Forum for Science, Industry and Business

Sponsored by:     3M 
Search our Site:

 

Sleep quality and duration improve cognition in aging populations

17.06.2014

University of Oregon-led research finds women sleeping longer and struggling with quality

Maybe turning to sleep gadgets -- wristbands, sound therapy and sleep-monitoring smartphone apps -- is a good idea. A new University of Oregon-led study of middle-aged or older people who get six to nine hours of sleep a night think better than those sleeping fewer or more hours.


University of Oregon doctoral student Theresa E. Gildner led a study, supported by the NIH, that looked at sleep quality and duration, and the impacts of both on health. The results are the first to emerge from a longitudinal study.

Credit: University of Oregon

The study, published in the June issue of the Journal of Clinical Sleep Medicine, reaffirms numerous small-scale studies in the United States, Western Europe and Japan, but it does so using data compiled across six middle-income nations and involving more than 30,000 subjects for a long-term project that began in 2007.

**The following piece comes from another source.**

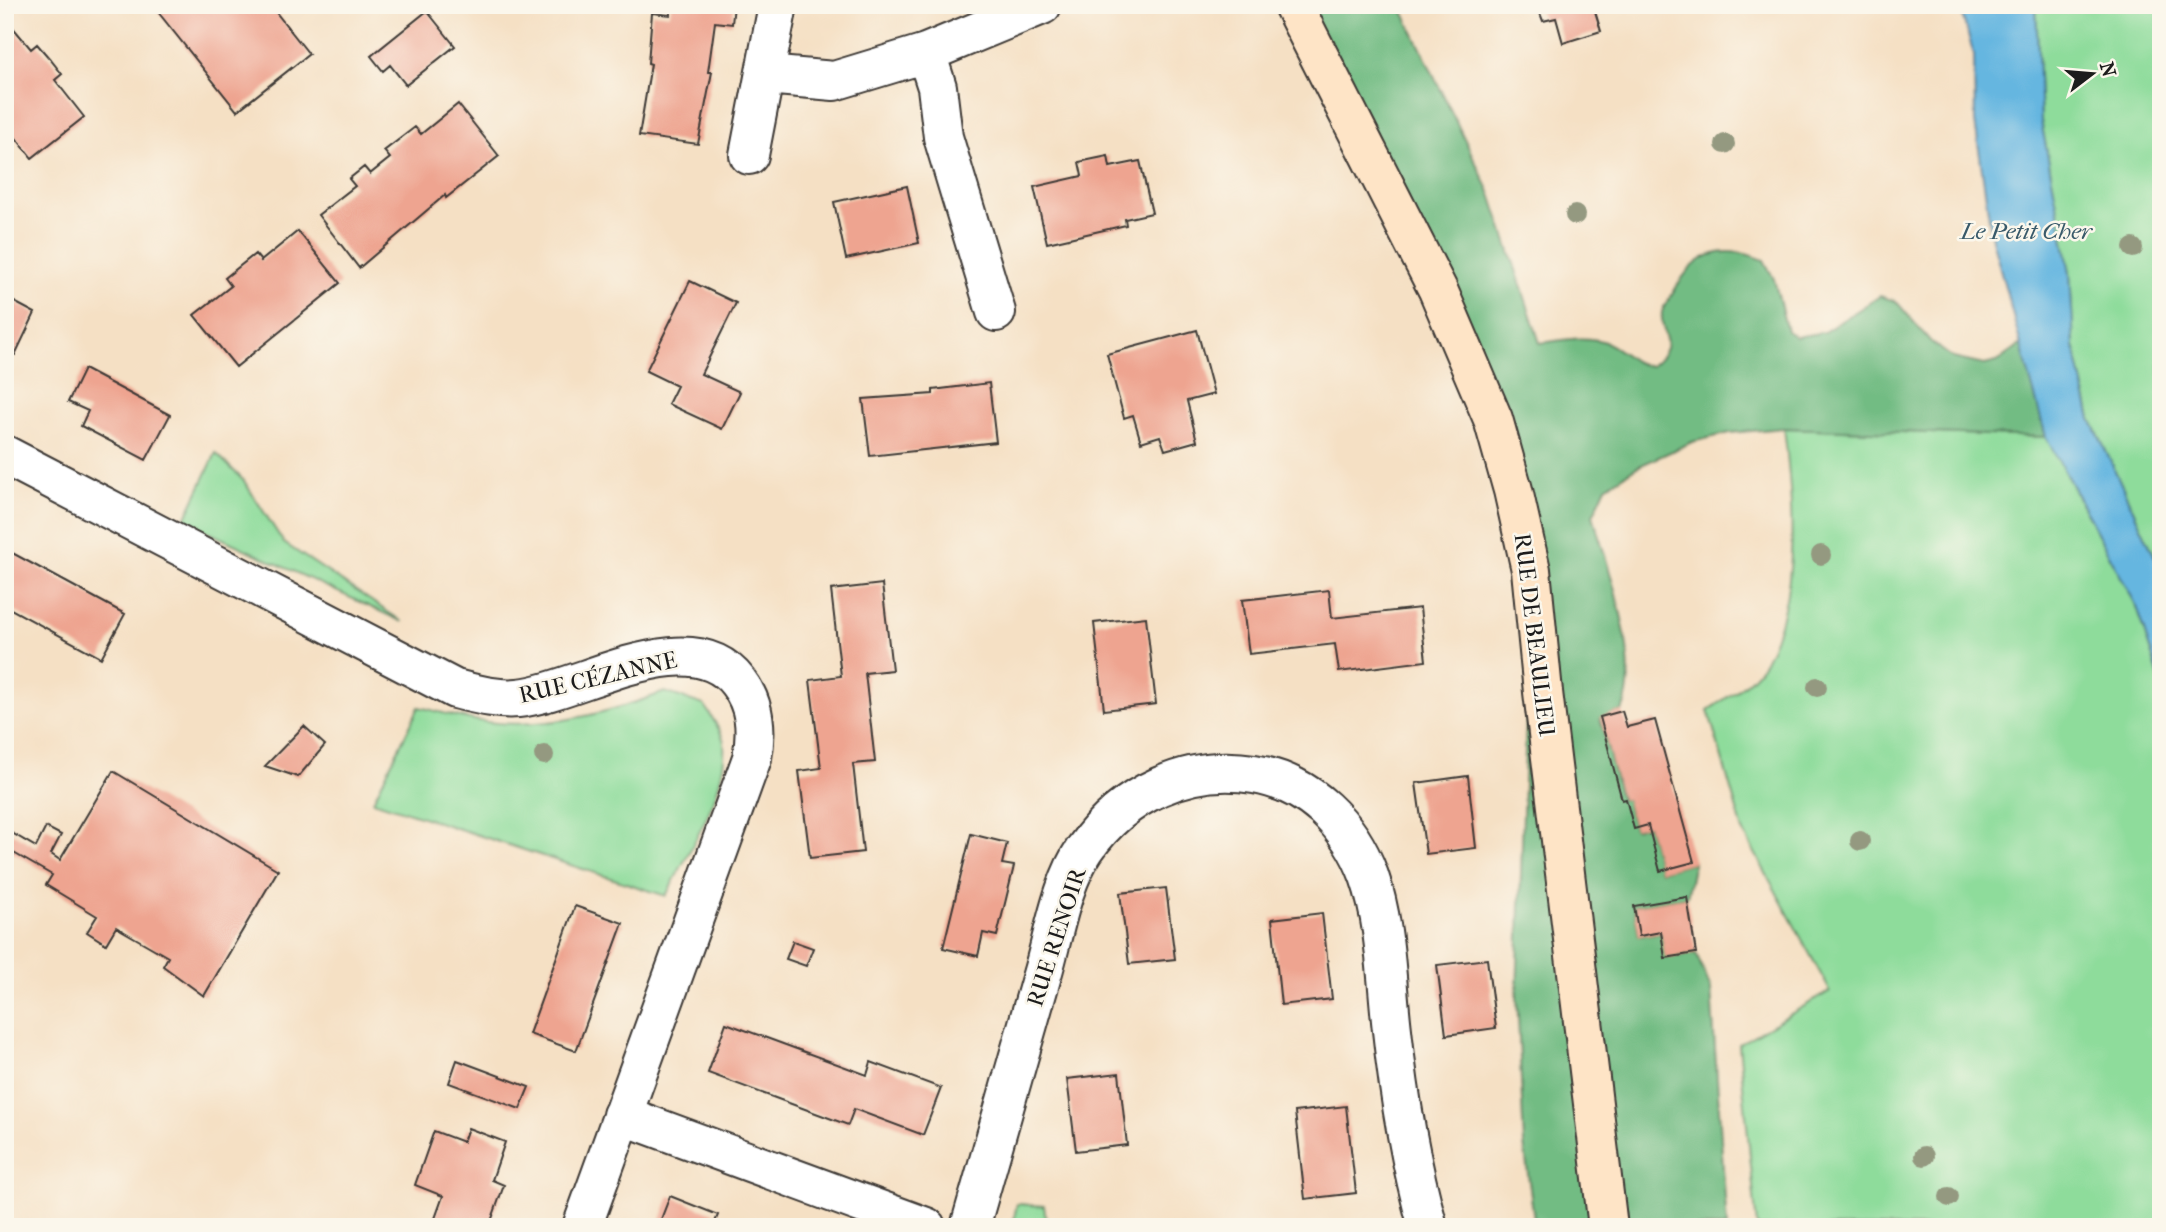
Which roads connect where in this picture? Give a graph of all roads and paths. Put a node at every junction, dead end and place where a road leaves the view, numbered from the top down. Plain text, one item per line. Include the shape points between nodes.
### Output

"We wanted to look at aging, particularly dementia and cognitive decline as people get older, and the importance of sleep. Our results provide compelling evidence that sleep matters a lot," said lead author Theresa E. Gildner, a doctoral student in the UO's anthropology department. "In all six countries, which are very different culturally, economically and environmentally -- despite all these differences -- you see similar patterns emerging."

... more about:
»anthropology »cognitive »populations »sleep »sleeping

Video Overview of Project and Study: http://youtu.be/5wx-aZLY5W4

The study, based on the first wave of data from a continuing long-term project, focuses on people 50 years old and older in China, Ghana, India, Mexico, the Russian Federation and South Africa. Among the key findings were:

  • Men reported higher sleep quality than women in all six nations, with men and women in Mexico reporting the highest. 

     

  • Women reported longer sleep durations than men in all countries except Russia and Mexico. Men and women in South Africa slept longer than in any other country. The least sleep hours for both sexes occurred in India.

     

  • Individuals sleeping less than six hours and more than nine hours had significantly lower cognitive scores compared to those in the intermediate group.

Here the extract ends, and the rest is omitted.